[Stored data entries]

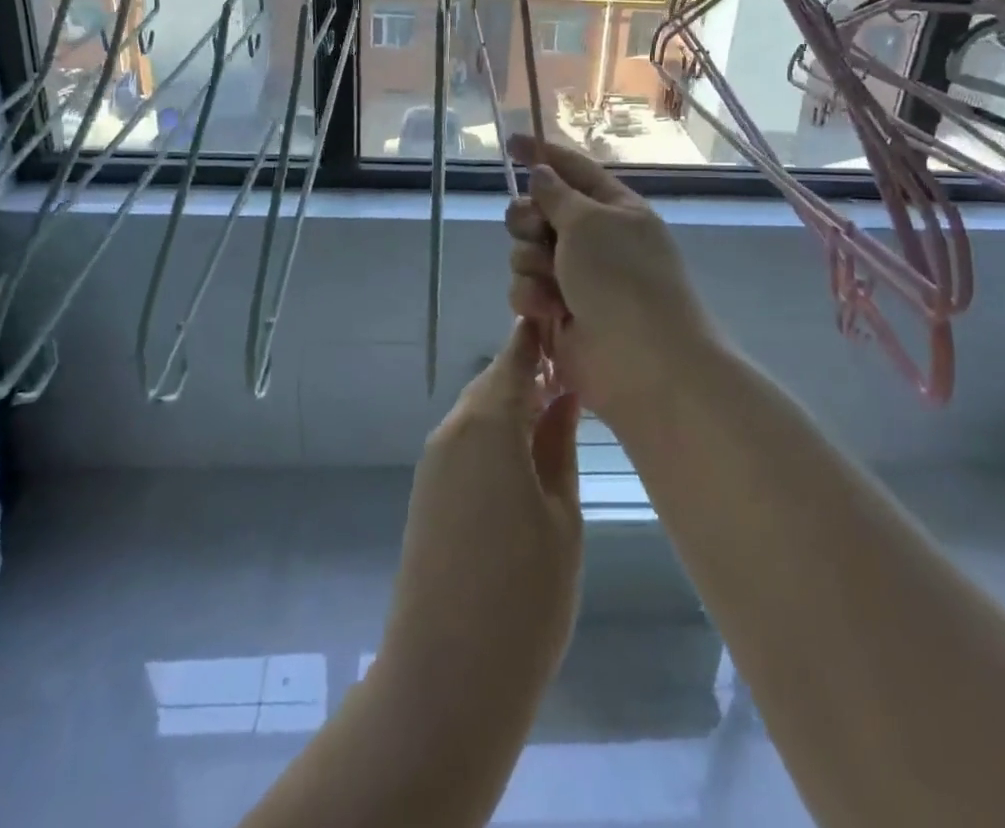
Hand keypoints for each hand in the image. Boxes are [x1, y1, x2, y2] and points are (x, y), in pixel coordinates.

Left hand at [381, 322, 582, 712]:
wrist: (446, 679)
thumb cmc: (524, 596)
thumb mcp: (561, 515)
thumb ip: (559, 445)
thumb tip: (563, 396)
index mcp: (488, 423)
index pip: (515, 357)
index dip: (539, 338)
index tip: (567, 324)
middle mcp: (453, 429)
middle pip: (493, 381)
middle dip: (530, 373)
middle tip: (575, 380)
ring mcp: (434, 461)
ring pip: (478, 410)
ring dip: (512, 404)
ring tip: (557, 417)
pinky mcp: (428, 491)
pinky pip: (465, 440)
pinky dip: (494, 433)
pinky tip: (524, 457)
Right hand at [504, 135, 710, 419]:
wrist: (642, 362)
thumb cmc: (622, 278)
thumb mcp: (590, 222)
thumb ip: (557, 194)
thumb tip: (542, 172)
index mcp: (613, 208)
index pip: (573, 169)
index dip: (541, 154)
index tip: (510, 143)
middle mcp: (593, 239)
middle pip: (538, 211)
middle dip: (528, 220)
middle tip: (536, 231)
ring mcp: (575, 277)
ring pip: (525, 252)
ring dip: (531, 263)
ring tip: (552, 284)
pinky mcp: (558, 311)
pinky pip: (525, 288)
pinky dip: (533, 296)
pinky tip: (549, 310)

ABOUT THIS TASK — Reproduce verbatim the stretch of lines beginning with the one containing "ring dip: (512, 404)" and ending at the close of the entries above.

REPLY —
ring dip: (512, 404)
ring tip: (557, 417)
pinky mcp: (428, 491)
pinky pip: (465, 440)
pinky dip: (494, 433)
pinky tip: (524, 457)
Right hand at [504, 135, 710, 419]:
wrist: (642, 362)
thumb cmc: (622, 278)
thumb mcp: (590, 222)
thumb ip: (557, 194)
thumb tip: (542, 172)
index mcp: (613, 208)
index pip: (573, 169)
index dip: (541, 154)
index tip: (510, 143)
middle mcp: (593, 239)
middle pip: (538, 211)
middle dip: (528, 220)
middle tip: (536, 231)
ring mcp: (575, 277)
ring pip: (525, 252)
ring dip: (531, 263)
ring tip: (552, 284)
pinky mcp: (558, 311)
pinky pip: (525, 288)
pinky dip: (533, 296)
pinky tip: (549, 310)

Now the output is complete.